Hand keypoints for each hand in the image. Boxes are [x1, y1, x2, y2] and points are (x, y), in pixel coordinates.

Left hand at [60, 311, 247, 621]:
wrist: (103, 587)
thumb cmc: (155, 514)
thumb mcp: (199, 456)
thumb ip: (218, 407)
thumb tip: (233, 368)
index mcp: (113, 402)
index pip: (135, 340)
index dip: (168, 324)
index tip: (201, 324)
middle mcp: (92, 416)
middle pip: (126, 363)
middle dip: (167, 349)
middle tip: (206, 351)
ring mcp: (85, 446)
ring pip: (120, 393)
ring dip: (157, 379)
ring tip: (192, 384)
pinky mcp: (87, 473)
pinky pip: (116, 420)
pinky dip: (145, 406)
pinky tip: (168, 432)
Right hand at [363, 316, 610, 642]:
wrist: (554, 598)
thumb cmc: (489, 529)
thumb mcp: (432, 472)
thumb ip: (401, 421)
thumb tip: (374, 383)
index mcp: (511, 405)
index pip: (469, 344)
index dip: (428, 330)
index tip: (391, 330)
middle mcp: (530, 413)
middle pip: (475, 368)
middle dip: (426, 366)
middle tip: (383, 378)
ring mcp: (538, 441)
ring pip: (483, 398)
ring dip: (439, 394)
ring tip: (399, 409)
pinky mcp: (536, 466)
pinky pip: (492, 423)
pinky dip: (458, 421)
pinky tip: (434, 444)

-- -- --

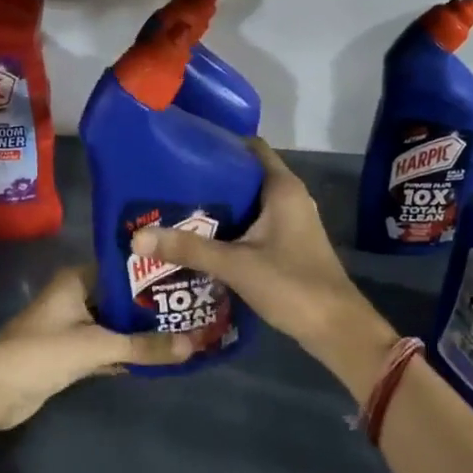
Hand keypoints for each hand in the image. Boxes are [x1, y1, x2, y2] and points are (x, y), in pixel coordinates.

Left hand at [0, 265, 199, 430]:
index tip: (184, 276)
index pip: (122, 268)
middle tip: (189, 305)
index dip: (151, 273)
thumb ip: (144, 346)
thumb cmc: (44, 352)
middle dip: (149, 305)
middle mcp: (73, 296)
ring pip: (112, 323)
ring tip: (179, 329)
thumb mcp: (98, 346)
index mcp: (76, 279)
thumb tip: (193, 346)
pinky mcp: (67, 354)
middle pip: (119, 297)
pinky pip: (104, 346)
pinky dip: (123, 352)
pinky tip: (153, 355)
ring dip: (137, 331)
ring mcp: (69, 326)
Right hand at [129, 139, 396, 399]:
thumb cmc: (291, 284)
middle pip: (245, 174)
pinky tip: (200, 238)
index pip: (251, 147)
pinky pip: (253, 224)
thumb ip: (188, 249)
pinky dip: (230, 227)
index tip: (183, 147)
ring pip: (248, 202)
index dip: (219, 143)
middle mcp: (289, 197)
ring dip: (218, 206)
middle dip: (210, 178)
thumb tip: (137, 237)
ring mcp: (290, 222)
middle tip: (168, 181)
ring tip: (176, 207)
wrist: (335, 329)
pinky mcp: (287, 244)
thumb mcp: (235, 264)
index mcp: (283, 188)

-- -- --

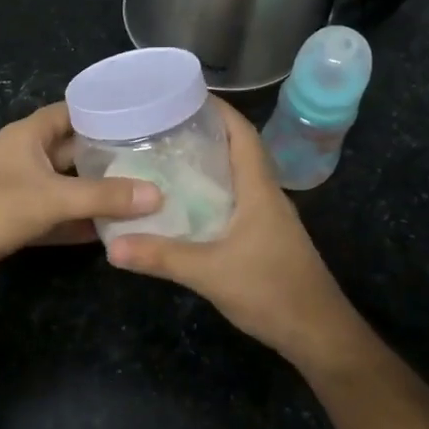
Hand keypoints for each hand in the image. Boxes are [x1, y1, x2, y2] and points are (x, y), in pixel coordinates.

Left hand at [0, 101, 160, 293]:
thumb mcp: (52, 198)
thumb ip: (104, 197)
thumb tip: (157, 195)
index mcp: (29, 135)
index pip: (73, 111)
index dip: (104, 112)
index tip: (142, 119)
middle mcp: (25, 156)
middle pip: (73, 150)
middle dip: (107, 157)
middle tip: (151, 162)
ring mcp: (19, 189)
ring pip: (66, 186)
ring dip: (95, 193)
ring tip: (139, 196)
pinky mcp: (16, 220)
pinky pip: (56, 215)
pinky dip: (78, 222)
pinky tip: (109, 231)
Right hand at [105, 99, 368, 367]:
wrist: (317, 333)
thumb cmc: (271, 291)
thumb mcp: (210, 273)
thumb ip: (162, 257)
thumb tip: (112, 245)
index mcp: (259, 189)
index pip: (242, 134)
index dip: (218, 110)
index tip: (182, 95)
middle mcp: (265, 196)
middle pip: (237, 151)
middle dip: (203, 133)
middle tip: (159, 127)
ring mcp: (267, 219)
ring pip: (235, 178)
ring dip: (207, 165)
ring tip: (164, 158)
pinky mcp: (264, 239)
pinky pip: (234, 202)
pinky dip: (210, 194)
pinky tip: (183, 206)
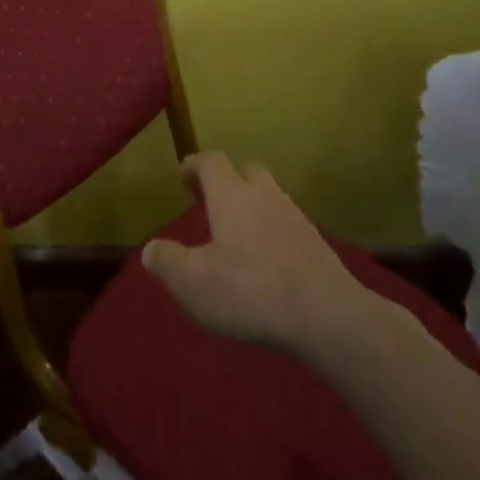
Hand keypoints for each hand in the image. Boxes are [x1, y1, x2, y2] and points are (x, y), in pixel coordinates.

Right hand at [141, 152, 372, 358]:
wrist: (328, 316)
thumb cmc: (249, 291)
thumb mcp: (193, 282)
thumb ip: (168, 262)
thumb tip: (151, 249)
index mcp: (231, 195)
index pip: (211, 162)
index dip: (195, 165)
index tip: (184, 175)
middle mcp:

-- -- --

Return word for word the lines above from the line with "index tip: (201, 324)" to the line with "pinky tip: (434, 444)", including both and leaving out all others.

index tip: (201, 324)
middle mcp: (92, 416)
middle pip: (126, 363)
middle dip: (167, 349)
middle tip: (206, 351)
ring mcp: (85, 446)
ring pip: (120, 393)
ring dip: (157, 379)
ring tip: (192, 384)
pinky mcp: (87, 473)
pinky pip: (116, 420)
pinky dip: (145, 406)
pinky tip: (168, 432)
Right hand at [363, 316, 610, 642]:
wrist: (554, 598)
thumb cmc: (489, 529)
thumb mcp: (432, 472)
thumb ip: (401, 421)
thumb tip: (374, 383)
index mcp: (511, 405)
index pip: (469, 344)
index dip: (428, 330)
index tip: (391, 330)
middle mcp: (530, 413)
middle pip: (475, 368)
middle dip: (426, 366)
middle tip: (383, 378)
ring mcp: (538, 441)
ring pip: (483, 398)
ring dip: (439, 394)
ring tip: (399, 409)
pinky mcp: (536, 466)
pinky pip: (492, 423)
pinky dip: (458, 421)
pinky tip: (434, 444)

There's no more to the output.